In looking to other parts of this will, we not only find them in full accordance with this construction of the clause in question, but truly not reconcilable with any other. After making all the devises we have mentioned of houses and lots to his children, the testator limits the fullness of these gifts by excepting that his “wife, Grace Wagner, receive one third part of the rents and profits issuing out of all and every the aforesaid estates for and during the space of her natural life.” This provision includes the two houses given to his daughter Grace, now in. 1157question. What do we collect to be the clear and consistent meaning of the testator from both clauses in his will? What was his design? Assuredly this: my wife shall have a third part of the rents and profits of all and every part of my real estate; but, as to one of the houses, if she shall choose to live or dwell in it, she shall be permitted so to do, and, in this manner, have the whole use or enjoyment of it; but if she shall decline this permission or privilege, then the offer of it becomes inefficacious, and she must resort to the other part of the will which gives her one-third of the rents of all and every of the houses and lots before devised to the children. She may take or reject the permission or privilege as it is offered, but she cannot alter or enlarge it The construction contended for by the respondents would make the testator say, as to the house in question, that he gives his wife all the rents and profits issuing from it or one-third of them, at her option, which is incongruous and absurd.

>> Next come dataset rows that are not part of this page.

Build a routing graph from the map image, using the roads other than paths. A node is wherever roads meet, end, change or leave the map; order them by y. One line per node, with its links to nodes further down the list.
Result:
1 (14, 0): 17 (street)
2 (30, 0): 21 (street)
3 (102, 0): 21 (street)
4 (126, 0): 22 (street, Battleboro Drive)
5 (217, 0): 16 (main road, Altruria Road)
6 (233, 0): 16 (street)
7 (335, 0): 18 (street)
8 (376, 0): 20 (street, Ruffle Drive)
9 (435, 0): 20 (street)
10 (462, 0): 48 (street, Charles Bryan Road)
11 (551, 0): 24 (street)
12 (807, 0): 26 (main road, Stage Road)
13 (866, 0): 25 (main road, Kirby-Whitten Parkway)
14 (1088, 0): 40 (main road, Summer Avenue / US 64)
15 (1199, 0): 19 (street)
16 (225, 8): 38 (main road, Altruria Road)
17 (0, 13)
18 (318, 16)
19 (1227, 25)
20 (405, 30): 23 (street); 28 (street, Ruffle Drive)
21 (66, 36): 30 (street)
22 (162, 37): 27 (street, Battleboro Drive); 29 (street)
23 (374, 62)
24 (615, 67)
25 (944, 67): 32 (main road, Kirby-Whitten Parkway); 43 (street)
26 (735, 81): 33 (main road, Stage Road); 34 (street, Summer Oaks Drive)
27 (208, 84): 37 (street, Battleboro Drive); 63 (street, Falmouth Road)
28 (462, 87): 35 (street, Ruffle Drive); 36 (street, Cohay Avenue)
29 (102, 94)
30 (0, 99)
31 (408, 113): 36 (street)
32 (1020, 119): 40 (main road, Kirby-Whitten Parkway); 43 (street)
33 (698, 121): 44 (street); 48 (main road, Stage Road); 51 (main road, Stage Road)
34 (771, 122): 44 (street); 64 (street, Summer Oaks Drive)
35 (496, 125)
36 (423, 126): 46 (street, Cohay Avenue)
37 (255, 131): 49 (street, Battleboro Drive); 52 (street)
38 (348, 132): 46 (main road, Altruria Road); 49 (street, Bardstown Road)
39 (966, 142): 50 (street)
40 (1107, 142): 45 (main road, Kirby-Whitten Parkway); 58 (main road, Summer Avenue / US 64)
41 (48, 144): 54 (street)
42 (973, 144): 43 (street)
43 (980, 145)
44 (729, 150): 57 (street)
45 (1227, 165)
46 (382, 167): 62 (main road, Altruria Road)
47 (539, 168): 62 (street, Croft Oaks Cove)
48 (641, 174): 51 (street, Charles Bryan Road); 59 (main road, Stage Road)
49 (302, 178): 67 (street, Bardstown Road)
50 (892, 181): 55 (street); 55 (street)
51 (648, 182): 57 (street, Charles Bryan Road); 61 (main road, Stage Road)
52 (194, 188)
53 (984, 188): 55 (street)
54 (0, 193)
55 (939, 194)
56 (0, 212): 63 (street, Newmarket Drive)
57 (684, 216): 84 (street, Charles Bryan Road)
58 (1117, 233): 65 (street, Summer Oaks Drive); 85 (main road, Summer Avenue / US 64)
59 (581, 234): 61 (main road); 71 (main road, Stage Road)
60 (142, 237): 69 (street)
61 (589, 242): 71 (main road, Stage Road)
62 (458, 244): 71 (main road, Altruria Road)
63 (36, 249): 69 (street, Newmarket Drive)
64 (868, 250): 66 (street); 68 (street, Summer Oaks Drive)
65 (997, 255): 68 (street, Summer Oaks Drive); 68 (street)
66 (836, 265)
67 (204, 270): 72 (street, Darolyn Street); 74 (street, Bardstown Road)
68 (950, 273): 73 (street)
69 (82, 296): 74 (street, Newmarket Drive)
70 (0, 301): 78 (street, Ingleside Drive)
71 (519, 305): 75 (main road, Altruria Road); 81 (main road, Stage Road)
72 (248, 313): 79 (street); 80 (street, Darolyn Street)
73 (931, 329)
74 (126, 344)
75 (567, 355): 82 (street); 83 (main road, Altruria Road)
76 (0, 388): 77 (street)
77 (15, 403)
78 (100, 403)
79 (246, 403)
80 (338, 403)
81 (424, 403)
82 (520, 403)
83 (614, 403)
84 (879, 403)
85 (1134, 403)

To say to her, you may live in a certain house, or take one-third of the rents and profits it may produce, is intelligible; but to say, you may take all the rents, or one-third of them, at your election, is senseless, or so nearly so that it should not be imputed to a sane testator, if we can escape from it.

On the 26th of December, 1831, this cause came on for hearing on bill of demurrer and plea, and the court after hearing the arguments of counsel, do award and decree, that the defendants account for the rents, issues and profits received by the said Grace Wagner from the house mentioned in the complainant's bill, subject to the payments and expenditures made by her for repairs or otherwise in relation to the same. And they further direct that it be referred to the master to report an account to this court provided, however, that said account shall not extend back beyond six years from the filing of the bill.

NOTE. Before the above order and decree was made, the following agreement, signed by the counsel of the parties respectively, was filed of record: “It is agreed; that if the court shall be of opinion that the testatrix had not a right to receive the rents of the house, in the complainant's bill mentioned, to her own use, but was bound to account to her daughter, they shall also decide for what period of time her executors are bound to account; and under their opinion the case shall be referred to the master of the court to take and state an account between the parties touching and concerning the rents, issues and profits received by the Grace Wagner from the house mentioned in the complainant's bill, and the payments and expenditures made by her for repairs or otherwise in relation to the same: and that the said master report the balance which, on said account, shall be found due from either party to the other; and that the said master have power to examine the parties and witnesses on oath, and to compel the production of books, documents and papers: and that further proceedings be reserved until the coming in of the said report.”